More people arrive, among them an old woman and an old man for whom everybody give way.  They look noble and sad. They look inconsolable.
  
“I saw her that unholy night when he was brought home!” the young woman shrieks. “That Hallowmas when he should have died and didn’t! I glimpsed her in the mirror! It is she! She did this! She stole him from me!”

The old woman watches her with a warm curiosity.

“For ten years the worms haven’t eaten him, yet he is not alive,” the younger woman wails. “How can this be? It is her working! She’s a witch!”

“I can save him,” she says quietly.  If I can return his soul to his body then maybe he can be saved. “I am a doctor.” Her eyes are pleading. Her soul is trembling.

“Don’t let her touch him!
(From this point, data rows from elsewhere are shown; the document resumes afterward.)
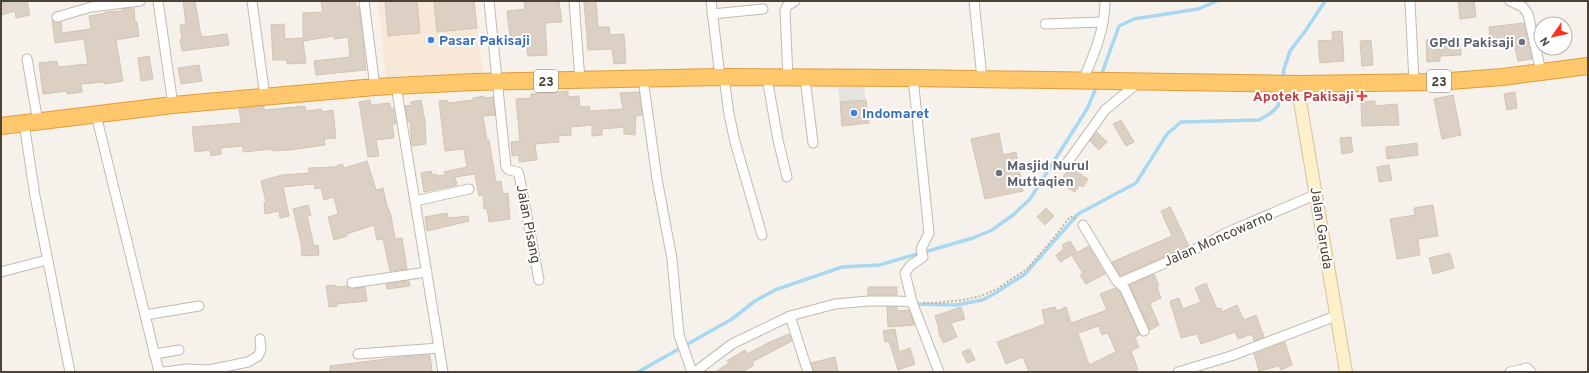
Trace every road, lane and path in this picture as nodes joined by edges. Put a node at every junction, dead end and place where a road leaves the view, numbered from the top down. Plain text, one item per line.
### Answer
1 (140, 1) edge
2 (158, 1) edge
3 (252, 1) edge
4 (364, 1) edge
5 (489, 1) edge
6 (574, 1) edge
7 (710, 1) edge
8 (794, 1) edge
9 (974, 1) edge
10 (1105, 1) edge
11 (1410, 1) edge
12 (1510, 1) edge
13 (763, 9) dead end
14 (712, 14) junction
15 (57, 17) dead end
16 (1103, 22) junction
17 (1045, 24) dead end
18 (27, 60) dead end
19 (1588, 66) edge
20 (1541, 72) junction
21 (722, 77) junction
22 (767, 78) junction
23 (788, 78) junction
24 (805, 78) junction
25 (913, 78) junction
26 (982, 78) junction
27 (643, 79) junction
28 (580, 80) junction
29 (1088, 81) junction
30 (497, 82) junction
31 (1139, 82) junction
32 (1414, 82) junction
33 (1288, 84) junction
34 (396, 86) junction
35 (375, 88) junction
36 (265, 97) junction
37 (173, 105) junction
38 (96, 115) junction
39 (31, 123) junction
40 (1, 126) edge
41 (814, 143) dead end
42 (1067, 163) dead end
43 (787, 177) dead end
44 (469, 189) dead end
45 (1317, 194) junction
46 (415, 201) junction
47 (1073, 217) dead end
48 (1083, 225) dead end
49 (762, 235) dead end
50 (47, 260) junction
51 (1, 272) edge
52 (427, 272) junction
53 (539, 280) dead end
54 (352, 283) dead end
55 (1119, 283) junction
56 (913, 305) junction
57 (200, 306) dead end
58 (145, 315) junction
59 (790, 316) junction
60 (1336, 316) junction
61 (1144, 331) dead end
62 (260, 339) dead end
63 (439, 348) junction
64 (179, 350) dead end
65 (154, 354) junction
66 (358, 354) dead end
67 (70, 372) edge
68 (159, 372) edge
69 (164, 372) edge
70 (443, 372) edge
71 (694, 372) edge
72 (808, 372) edge
73 (939, 372) edge
74 (1178, 372) edge
75 (1346, 372) edge
76 (1510, 372) edge
77 (1531, 372) edge

1 - 15 street
2 - 37 street
3 - 36 street
4 - 35 street
5 - 30 street
6 - 28 street
7 - 14 street
8 - 23 street
9 - 26 street
10 - 16 street
11 - 32 street
12 - 20 street
13 - 14 street
14 - 21 street
16 - 17 street
16 - 29 street
18 - 39 street
19 - 20 highway, 23
20 - 32 highway, 23
21 - 22 highway, 23
21 - 27 highway, 23
21 - 49 street
22 - 23 highway, 23
22 - 43 street
23 - 24 highway, 23
24 - 25 highway, 23
24 - 41 street
25 - 26 highway, 23
25 - 56 street
26 - 29 highway, 23
27 - 28 highway, 23
27 - 71 street
28 - 30 highway, 23
29 - 31 highway, 23
30 - 34 highway, 23
30 - 53 street, Jalan Pisang
31 - 33 highway, 23
31 - 42 street
32 - 33 highway, 23
33 - 45 street, Jalan Garuda
34 - 35 highway, 23
34 - 46 street
35 - 36 highway, 23
36 - 37 highway, 23
37 - 38 highway, 23
38 - 39 highway, 23
38 - 58 street
39 - 40 highway, 23
39 - 50 street
44 - 46 street
45 - 55 street, Jalan Moncowarno
45 - 60 street, Jalan Garuda
46 - 52 street
47 - 56 path
48 - 55 street
50 - 51 street
50 - 67 street
52 - 54 street
52 - 63 street
55 - 61 street
56 - 59 street
56 - 73 street
57 - 58 street
58 - 65 street
59 - 71 street
59 - 72 street
60 - 74 street
60 - 75 street, Jalan Garuda
62 - 69 street
63 - 66 street
63 - 70 street
64 - 65 street
65 - 68 street
76 - 77 street

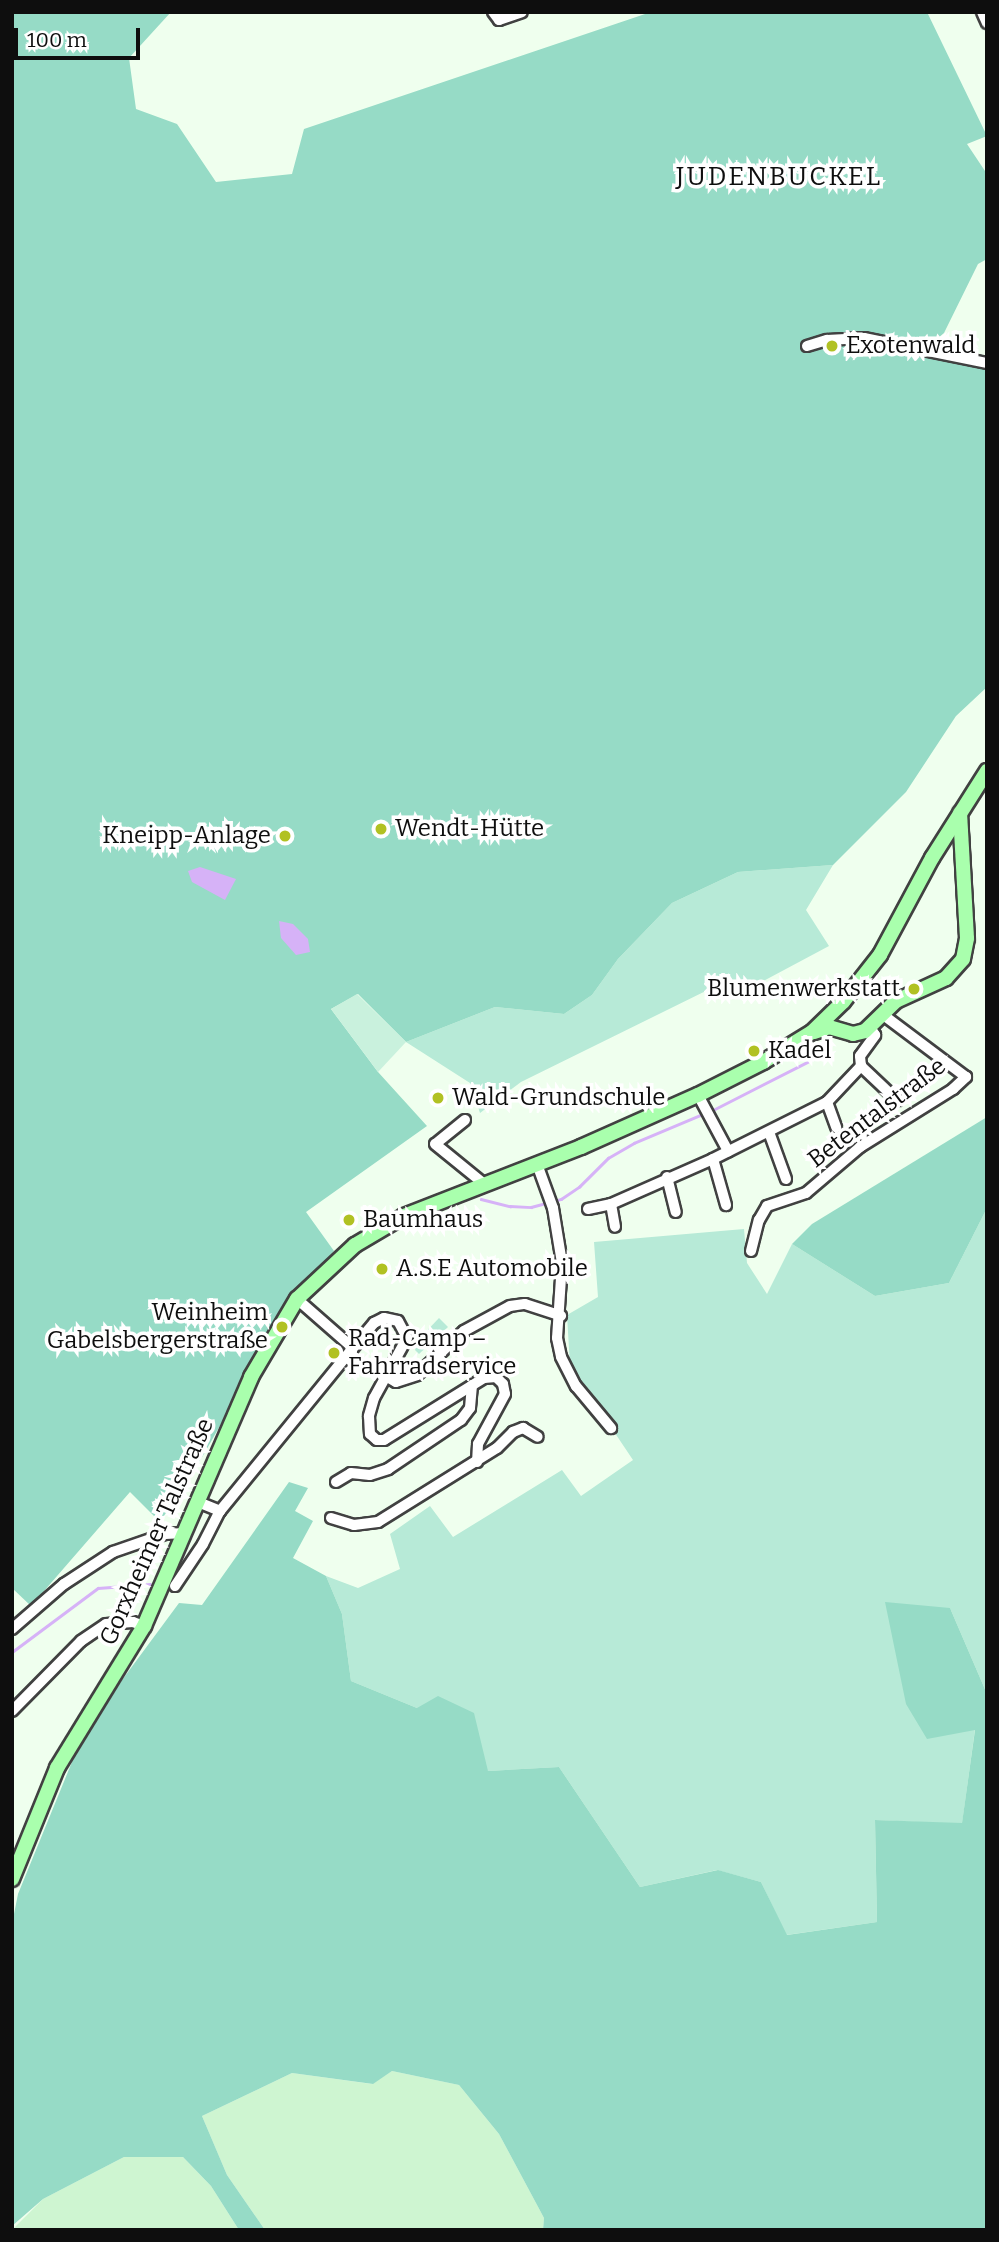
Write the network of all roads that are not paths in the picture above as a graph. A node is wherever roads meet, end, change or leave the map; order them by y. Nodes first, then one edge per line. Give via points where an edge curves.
1 (493, 12) edge
2 (522, 12) edge
3 (982, 12) edge
4 (987, 23) edge
5 (807, 346) dead end
6 (987, 363) edge
7 (987, 771) edge
8 (960, 813) junction
9 (939, 846) junction
10 (962, 849) junction
11 (831, 1013) junction
12 (882, 1014) junction
13 (870, 1027) junction
14 (835, 1029) junction
15 (812, 1032) junction
16 (861, 1066) junction
17 (698, 1095) junction
18 (897, 1100) dead end
19 (827, 1102) junction
20 (465, 1120) dead end
21 (836, 1127) dead end
22 (769, 1132) junction
23 (728, 1152) junction
24 (713, 1159) junction
25 (537, 1164) junction
26 (667, 1177) junction
27 (786, 1179) dead end
28 (484, 1184) junction
29 (611, 1204) junction
30 (726, 1205) dead end
31 (587, 1209) dead end
32 (676, 1212) dead end
33 (615, 1227) dead end
34 (751, 1251) dead end
35 (297, 1299) junction
36 (561, 1316) junction
37 (353, 1348) junction
38 (387, 1377) junction
39 (472, 1385) junction
40 (611, 1428) dead end
41 (538, 1437) dead end
42 (477, 1462) junction
43 (336, 1482) dead end
44 (198, 1502) junction
45 (220, 1511) junction
46 (331, 1518) dead end
47 (185, 1533) junction
48 (175, 1586) dead end
49 (144, 1626) junction
50 (12, 1629) edge
51 (12, 1711) edge
52 (12, 1878) edge

1 - 2 street via 499,20
3 - 4 street
5 - 6 street via 864,338
7 - 8 main road
8 - 9 main road
8 - 10 main road
9 - 10 main road
9 - 11 main road via 880,955
10 - 12 main road via 967,938 963,959 946,978 904,996
11 - 14 main road
11 - 15 main road
12 - 13 main road
12 - 34 street, Betentalstraße via 966,1077 838,1163 807,1193 767,1206
13 - 14 main road via 856,1034
13 - 16 street via 875,1035 860,1056
14 - 15 main road
15 - 17 main road, Gorxheimer Talstraße
16 - 18 street
16 - 19 street
17 - 23 street
17 - 25 main road, Gorxheimer Talstraße
19 - 21 street
19 - 22 street
20 - 28 street via 435,1144
22 - 23 street
22 - 27 street
23 - 24 street
24 - 26 street
24 - 30 street
25 - 28 main road, Gorxheimer Talstraße
25 - 36 street via 553,1208 562,1263
26 - 29 street
26 - 32 street
28 - 35 main road, Gorxheimer Talstraße via 392,1223 355,1245
29 - 31 street
29 - 33 street
35 - 37 street
35 - 44 main road, Gorxheimer Talstraße via 256,1366
36 - 38 street via 525,1304 510,1306 464,1331 417,1375 396,1382
36 - 40 street via 557,1338 561,1357 576,1386
37 - 38 street via 379,1320 393,1318 407,1338
37 - 45 street
38 - 39 street via 369,1416 370,1434 380,1441
39 - 42 street via 496,1377 505,1394 478,1444
39 - 43 street via 470,1408 461,1420 388,1469 370,1475 351,1473
41 - 42 street via 523,1429 513,1432
42 - 46 street via 378,1522 354,1525
44 - 45 street
44 - 47 main road, Gorxheimer Talstraße
45 - 48 street
47 - 49 main road, Gorxheimer Talstraße
47 - 50 street via 165,1534 113,1552 64,1584
49 - 51 street via 106,1624 81,1642
49 - 52 main road, Gorxheimer Talstraße via 57,1768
Nobody can heal such wounds! Only a witch! Seize her!”

The old woman, the old man look at each other, look at her and she can see hope for their son in their eyes. 

The old woman speaks at last, with much frailty.

“You are exactly how he has described you, lass. When he spoke of you, he had the light of God on his face. Can you save him?”

These gentle words ignite more anger from the younger woman.

“No! He was betrothed to me!” Two big men can barely hold the woman. “He should have died ten years ago! We bury him tomorrow! He is dead! He is dead! Better dead than with her!”

And other ungodly words that she cannot hear because she covers her ears as, at a sign of the old woman,  she is led into a room upstairs and left alone.

She is not alone.

It is not a bedroom, it is arranged for a wake. The bed is not a bed, it is a catafalque.

He, her beloved, lies on it.

She tiptoes to his side, her breathing shy, as if not to disturb him.

Aye, it is he, her beautiful one. To see him like this, in flesh, after such a long time, turns her knees into honey. She wants to just lie down next to him and rest for a while.

There is no time. They want to bury him.

She takes the mirror out. Her heart cringes when she catches in the mirror the look of horror on his face at the sight of his own body. On his beautiful face, his eye sockets are gaping wounds.

He nods to her.

“I’ve seen you heal worse,” he says. “Do your magic, blossom.”

She smiles to him, but her heart is heavy.

“Soon, my love,” he says holding his hand for her to touch it as he always does. The mirror is so small, it barely shows his hand. She kisses it. Then she breaks the mirror.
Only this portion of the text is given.